Refusing to wait, Mr Mitchell drove his wife to the nearest community defibrillator two miles away.
Mr Mitchell said a paramedic arrived after about 45 minutes and in the end a total of four ambulance service vehicles and a helicopter turned up.
Although Mrs Mitchell was flown to hospital she was declared dead on arrival.
Mr Stevenson’s granddaughter Ellie Williams has set up a petition for more funding to ambulance services in Wales.
The campaign has received more than 100,000 signatures and is set to be put before the Welsh Parliament.
Reflecting on the moments before Mr Stevenson’s death, she said: ‘He was left laying on the cold, wet road.
‘He had no previous heart conditions and was doing okay but unfortunately, by the time the ambulance eventually arrived and they attempted to move him he went into cardiac arrest.
‘We fear that he may have had an internal bleed, which left for over four and a half hours has proved critical and ended with my Grandad passing away.
‘The wait on ambulances is becoming a matter of life or death and something drastically needs to change, it’s happening all too often.’
Mr Stevenson’s provisional cause of death has been listed as severe chest injuries due to a road traffic collision.
The injuries can cause internal bleeding, which is deadly when untreated because of the combination of blood loss and the strain it puts on other organs.
Patients may need surgery to stop the blood loss and clean out any pooled fluids if the bleeding is severe enough.

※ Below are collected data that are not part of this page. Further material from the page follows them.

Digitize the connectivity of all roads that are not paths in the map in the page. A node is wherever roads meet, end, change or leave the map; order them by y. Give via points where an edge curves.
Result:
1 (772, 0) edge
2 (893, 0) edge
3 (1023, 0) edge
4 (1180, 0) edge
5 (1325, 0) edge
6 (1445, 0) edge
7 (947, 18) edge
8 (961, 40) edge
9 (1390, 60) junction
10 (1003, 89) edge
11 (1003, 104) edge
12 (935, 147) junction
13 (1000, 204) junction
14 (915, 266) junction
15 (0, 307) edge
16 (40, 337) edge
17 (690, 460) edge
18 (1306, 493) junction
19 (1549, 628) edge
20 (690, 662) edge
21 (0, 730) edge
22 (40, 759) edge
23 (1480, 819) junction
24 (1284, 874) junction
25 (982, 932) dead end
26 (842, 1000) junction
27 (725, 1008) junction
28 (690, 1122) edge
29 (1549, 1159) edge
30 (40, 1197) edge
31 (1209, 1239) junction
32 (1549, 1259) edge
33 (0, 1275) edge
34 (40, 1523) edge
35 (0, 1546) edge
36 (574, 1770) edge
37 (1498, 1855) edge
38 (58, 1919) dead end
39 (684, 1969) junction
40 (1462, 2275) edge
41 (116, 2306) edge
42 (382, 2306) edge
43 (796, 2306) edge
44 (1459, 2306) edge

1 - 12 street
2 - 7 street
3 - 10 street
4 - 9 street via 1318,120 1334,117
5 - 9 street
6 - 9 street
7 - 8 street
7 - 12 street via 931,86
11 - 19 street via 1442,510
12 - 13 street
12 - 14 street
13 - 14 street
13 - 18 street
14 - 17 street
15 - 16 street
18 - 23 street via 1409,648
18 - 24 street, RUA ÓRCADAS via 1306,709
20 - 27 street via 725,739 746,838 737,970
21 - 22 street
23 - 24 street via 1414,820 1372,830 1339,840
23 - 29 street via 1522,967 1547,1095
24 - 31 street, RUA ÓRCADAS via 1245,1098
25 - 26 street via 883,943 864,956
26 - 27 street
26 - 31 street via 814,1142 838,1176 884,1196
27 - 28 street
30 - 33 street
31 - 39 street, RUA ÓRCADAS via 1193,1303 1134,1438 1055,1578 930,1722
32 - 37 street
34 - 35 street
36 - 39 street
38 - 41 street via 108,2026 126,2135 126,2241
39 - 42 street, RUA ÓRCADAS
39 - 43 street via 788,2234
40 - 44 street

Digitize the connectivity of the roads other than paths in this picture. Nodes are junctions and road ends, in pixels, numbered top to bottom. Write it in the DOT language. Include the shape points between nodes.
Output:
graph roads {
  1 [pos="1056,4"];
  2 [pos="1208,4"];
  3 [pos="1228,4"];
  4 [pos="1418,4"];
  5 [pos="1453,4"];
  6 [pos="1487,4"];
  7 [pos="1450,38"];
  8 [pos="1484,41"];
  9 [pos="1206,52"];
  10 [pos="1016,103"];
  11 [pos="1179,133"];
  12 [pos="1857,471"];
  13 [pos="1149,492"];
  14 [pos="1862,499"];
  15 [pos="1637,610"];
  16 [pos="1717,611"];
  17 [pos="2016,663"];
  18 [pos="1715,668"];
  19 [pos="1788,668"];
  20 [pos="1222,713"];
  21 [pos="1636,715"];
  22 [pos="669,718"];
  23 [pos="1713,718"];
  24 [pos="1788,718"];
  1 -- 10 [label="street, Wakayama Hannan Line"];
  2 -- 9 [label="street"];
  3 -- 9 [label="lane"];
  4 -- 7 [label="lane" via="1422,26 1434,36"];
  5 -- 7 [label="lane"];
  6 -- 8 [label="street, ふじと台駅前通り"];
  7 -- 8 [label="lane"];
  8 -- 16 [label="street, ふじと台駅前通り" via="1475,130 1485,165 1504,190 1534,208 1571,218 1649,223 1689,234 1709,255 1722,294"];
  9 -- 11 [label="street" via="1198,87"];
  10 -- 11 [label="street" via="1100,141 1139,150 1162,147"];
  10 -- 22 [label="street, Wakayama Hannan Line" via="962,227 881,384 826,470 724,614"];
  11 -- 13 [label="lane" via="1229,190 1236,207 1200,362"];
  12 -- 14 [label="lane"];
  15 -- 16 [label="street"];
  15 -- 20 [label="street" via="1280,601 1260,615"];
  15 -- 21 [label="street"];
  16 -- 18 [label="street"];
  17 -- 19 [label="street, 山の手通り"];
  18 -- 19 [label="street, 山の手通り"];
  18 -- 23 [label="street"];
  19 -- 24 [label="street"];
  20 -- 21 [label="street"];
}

Operations are not always possible if a person is too old or the damage is too severe.
Ms Williams said paramedics are ‘being prevented’ from doing their jobs because there are no ambulance available or beds to drop patients off at hospital.
She said: ‘We are in 2022, there are people dying due to the waiting times of ambulances and the lack of beds.
‘We need to do something about this together.’
Following Mr Stevenson’s death, the Welsh Ambulance Service and local health board released a joint statement, saying it is facing ‘significant challenges’.
It said: ‘In common with NHS providers across the UK, we are facing significant challenges across the whole health and social care system.
‘We are acutely aware of the impact that these challenges have on patients, particularly when we are unable to transfer them from ambulances into our Emergency Departments, and release ambulance crews as swiftly as we would like.
‘We understand people’s concern and frustration about delayed ambulance responses and long waits outside Emergency Departments, and we are deeply sorry for the added distress these cause our patients and their families.
‘It falls well below the level of service we strive to provide.’
Mr Stevenson’s inquest has been adjourned with no fixed date.
North Wales Police arrested the 40-year-old driver of the Citroen on suspicion of dangerous diving offences in March.
The driver was released under investigation while inquiries continue.